Here is another great article from Blue Circle. Quebrada Ancha, a community that settled in Panama’s thick forest 50 years ago, lies at the northern end of Lago Alajuela, a freshwater lake built by the United States at the end of the Great Depression to control floods in the Panama Canal Zone.
It takes 20 minutes in a fast 40-foot dugout boat to get there. In early morning’s luminous light and cooling breeze the trip is a passage across a water-rich green paradise. Fish eagles dive for tilapia. Hummingbirds swarm in the tangled branches of small trees. Grapefruits and oranges, papayas and mangos, coconuts and bananas ripen in a geography of wild bounty.

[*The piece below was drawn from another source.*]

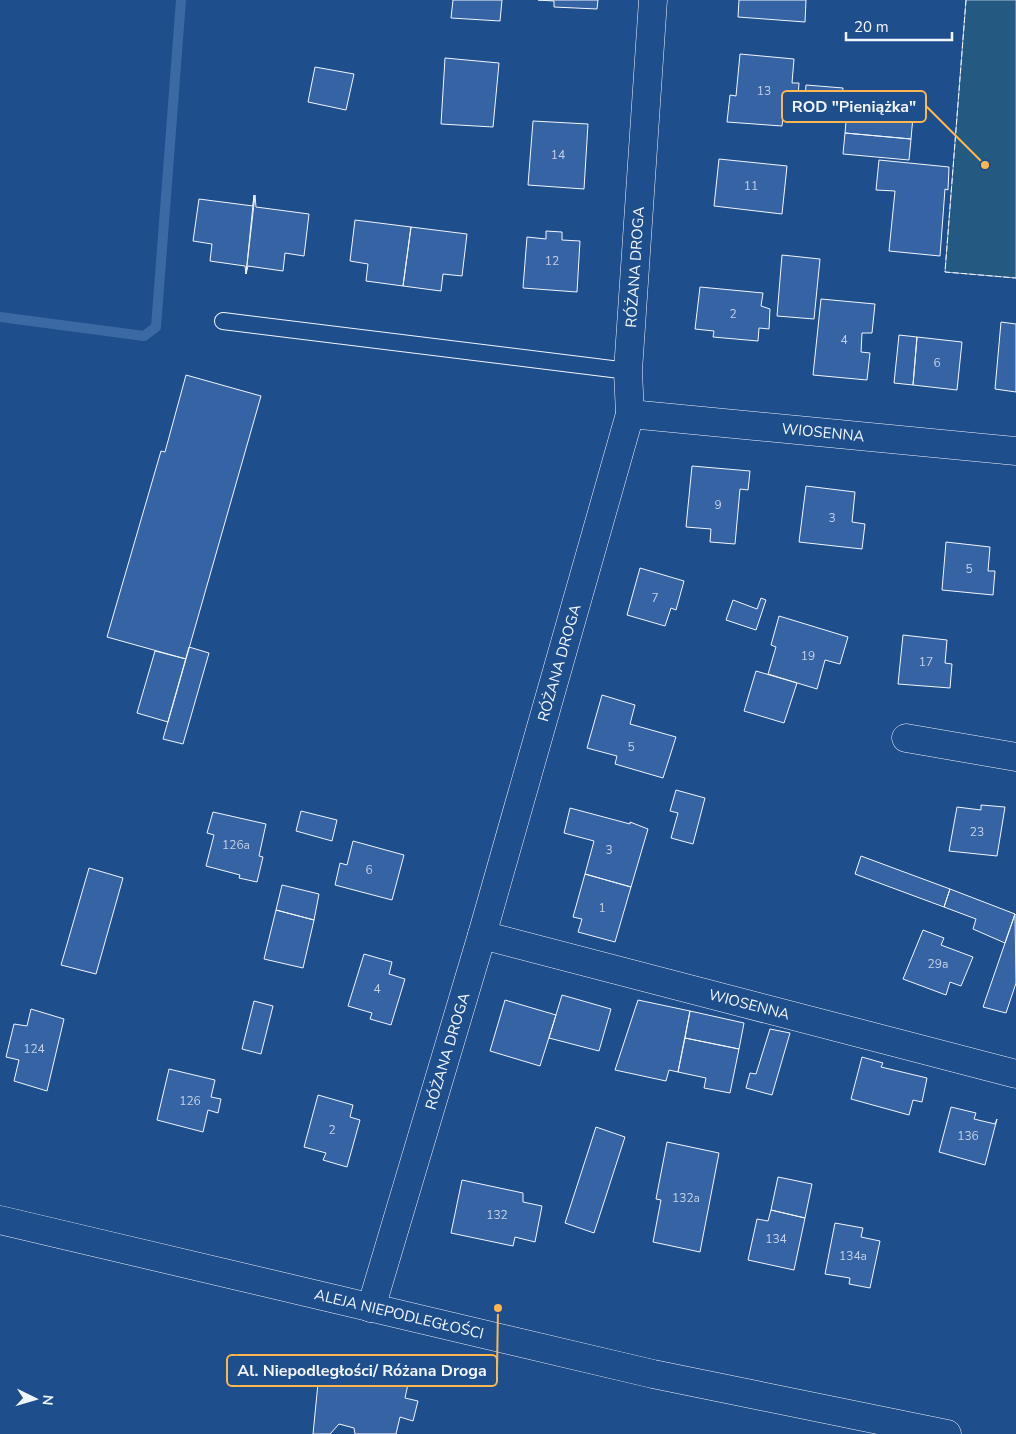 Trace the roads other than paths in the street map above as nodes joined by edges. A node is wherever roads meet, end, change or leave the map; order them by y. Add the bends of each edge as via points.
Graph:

The long path through the forest to the community’s center is like striding down a tropical produce section. Sugarcane and ginger and breadfruit, pineapple and marañon Curaçao, which looks like an apple and tastes like a pear, grow abundantly in the forest. Honey is collected from wild bees that nest in the village’s hives. Fresh fish is abundant.
A number of Quebrada Ancha’s adults were children when they arrived in 1976 with their families from central Panama; they were refugees forced out of their homes by the backwaters of the 260-megawatt Bayano Dam. Quebrada Ancha’s phenomenal natural riches now support about 100 adults and children, and attract foreigners who visit with increasing frequency.